▶ [DESCRIPTION OF THE TASK]: Using the listing below, work out how many lines carry the word "Saint", and state nothing but that number.
####
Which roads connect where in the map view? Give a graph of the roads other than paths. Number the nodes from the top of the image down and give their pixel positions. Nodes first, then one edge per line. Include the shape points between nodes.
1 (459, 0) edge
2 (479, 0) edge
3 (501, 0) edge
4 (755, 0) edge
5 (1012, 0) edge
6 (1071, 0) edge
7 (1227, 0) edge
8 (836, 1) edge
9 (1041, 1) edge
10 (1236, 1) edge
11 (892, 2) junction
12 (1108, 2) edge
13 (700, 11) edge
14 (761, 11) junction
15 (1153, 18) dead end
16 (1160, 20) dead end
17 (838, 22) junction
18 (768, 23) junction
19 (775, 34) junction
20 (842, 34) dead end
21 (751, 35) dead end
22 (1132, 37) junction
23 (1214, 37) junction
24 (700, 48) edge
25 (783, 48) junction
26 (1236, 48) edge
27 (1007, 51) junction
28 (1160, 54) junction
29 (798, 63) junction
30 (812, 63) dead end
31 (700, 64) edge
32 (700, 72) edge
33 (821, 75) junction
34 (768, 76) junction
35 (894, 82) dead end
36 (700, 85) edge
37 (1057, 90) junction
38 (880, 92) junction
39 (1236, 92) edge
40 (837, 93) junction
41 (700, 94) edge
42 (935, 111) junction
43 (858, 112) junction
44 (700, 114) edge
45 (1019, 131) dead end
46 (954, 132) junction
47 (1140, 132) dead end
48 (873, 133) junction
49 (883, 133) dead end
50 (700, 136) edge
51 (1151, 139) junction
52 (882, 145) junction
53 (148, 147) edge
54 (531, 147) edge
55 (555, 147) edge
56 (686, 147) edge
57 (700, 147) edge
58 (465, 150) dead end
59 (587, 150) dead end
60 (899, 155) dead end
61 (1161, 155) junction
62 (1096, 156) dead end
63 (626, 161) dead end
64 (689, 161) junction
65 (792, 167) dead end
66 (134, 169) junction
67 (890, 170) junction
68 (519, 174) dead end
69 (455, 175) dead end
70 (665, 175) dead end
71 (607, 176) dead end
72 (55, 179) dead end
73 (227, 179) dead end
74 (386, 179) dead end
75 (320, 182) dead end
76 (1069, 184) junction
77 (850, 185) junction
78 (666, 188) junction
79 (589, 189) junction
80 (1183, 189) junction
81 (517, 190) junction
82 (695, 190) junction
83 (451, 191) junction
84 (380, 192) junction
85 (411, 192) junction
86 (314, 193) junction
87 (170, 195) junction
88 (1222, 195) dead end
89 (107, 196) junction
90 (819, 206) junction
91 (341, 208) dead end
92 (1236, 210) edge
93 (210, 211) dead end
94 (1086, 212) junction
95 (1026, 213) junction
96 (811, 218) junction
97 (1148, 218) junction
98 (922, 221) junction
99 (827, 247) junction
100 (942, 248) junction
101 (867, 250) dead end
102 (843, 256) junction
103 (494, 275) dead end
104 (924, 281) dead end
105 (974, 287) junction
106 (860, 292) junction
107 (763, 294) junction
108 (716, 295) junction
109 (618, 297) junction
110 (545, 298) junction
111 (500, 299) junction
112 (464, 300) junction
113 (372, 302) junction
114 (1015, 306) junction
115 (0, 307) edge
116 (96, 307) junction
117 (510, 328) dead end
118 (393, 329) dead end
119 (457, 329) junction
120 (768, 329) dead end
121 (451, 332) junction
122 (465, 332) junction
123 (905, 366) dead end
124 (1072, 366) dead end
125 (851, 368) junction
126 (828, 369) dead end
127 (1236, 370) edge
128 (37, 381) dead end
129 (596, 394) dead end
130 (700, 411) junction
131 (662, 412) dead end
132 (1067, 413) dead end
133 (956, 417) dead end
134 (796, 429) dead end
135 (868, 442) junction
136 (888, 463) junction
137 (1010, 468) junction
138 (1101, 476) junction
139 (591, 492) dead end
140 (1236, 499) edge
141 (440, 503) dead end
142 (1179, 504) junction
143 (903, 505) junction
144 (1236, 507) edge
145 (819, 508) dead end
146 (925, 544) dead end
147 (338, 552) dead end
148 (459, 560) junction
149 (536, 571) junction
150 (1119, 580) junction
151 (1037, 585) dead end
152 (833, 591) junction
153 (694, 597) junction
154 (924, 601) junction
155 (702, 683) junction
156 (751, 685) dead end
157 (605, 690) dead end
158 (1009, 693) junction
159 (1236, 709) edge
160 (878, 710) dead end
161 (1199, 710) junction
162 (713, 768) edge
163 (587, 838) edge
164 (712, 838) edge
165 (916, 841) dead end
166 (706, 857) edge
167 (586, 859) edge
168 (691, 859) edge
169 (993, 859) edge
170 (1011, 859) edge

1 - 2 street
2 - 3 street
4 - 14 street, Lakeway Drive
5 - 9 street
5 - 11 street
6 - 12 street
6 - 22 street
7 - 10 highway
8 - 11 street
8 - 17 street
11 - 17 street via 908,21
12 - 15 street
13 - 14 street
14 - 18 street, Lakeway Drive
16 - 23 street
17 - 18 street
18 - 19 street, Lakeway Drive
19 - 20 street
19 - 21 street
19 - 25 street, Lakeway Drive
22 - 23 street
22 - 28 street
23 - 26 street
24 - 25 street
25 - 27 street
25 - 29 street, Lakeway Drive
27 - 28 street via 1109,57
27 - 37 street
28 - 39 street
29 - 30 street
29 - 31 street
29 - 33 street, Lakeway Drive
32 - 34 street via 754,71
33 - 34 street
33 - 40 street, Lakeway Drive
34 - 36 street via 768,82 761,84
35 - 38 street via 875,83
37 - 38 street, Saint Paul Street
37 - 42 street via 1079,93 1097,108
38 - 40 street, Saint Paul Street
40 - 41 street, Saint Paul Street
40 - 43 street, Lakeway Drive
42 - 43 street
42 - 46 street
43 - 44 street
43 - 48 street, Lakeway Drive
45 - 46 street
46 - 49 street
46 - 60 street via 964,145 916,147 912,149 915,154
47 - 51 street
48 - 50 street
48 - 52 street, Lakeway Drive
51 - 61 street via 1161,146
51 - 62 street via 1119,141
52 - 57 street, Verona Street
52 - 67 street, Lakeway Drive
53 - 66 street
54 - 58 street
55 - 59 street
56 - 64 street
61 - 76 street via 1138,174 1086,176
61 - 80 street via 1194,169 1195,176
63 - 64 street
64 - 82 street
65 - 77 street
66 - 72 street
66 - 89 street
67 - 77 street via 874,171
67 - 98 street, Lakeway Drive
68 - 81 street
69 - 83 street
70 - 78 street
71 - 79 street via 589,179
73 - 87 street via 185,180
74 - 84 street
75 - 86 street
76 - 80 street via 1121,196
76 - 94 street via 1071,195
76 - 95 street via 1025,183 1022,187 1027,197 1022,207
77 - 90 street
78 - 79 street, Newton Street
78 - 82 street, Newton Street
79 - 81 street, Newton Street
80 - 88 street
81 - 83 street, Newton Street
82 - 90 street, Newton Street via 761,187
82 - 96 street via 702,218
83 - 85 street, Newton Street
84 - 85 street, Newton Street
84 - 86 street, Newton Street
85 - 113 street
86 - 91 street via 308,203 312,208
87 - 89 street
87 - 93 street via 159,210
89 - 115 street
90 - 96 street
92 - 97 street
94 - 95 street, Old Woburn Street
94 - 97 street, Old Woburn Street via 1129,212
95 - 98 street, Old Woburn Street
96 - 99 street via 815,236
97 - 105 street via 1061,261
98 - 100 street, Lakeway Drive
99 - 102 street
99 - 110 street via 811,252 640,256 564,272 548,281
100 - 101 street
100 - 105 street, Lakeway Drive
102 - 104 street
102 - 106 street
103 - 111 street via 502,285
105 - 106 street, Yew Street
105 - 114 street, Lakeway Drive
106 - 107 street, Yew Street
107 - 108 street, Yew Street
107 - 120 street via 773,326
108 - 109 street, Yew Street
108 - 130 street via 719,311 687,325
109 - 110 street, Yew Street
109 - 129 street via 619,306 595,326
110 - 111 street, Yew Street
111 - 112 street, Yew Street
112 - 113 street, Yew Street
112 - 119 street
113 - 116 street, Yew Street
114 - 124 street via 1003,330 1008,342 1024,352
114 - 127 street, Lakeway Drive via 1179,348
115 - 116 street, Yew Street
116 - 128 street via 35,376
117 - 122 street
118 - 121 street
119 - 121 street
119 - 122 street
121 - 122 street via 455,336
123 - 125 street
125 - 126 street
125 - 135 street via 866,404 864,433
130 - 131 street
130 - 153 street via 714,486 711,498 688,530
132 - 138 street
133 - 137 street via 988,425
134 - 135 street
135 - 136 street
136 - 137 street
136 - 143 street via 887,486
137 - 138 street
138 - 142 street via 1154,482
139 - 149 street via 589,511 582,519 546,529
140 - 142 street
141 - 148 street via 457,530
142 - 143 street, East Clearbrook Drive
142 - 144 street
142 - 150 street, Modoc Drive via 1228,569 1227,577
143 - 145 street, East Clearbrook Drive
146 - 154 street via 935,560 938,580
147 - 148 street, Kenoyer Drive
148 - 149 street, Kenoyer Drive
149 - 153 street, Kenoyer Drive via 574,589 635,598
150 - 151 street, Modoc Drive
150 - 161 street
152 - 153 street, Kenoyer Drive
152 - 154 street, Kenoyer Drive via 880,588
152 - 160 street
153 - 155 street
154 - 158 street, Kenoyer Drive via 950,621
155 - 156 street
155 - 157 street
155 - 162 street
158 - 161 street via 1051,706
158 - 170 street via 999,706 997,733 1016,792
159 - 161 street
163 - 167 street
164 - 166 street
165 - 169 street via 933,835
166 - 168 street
####
▶ [RESULT BELOW]: 3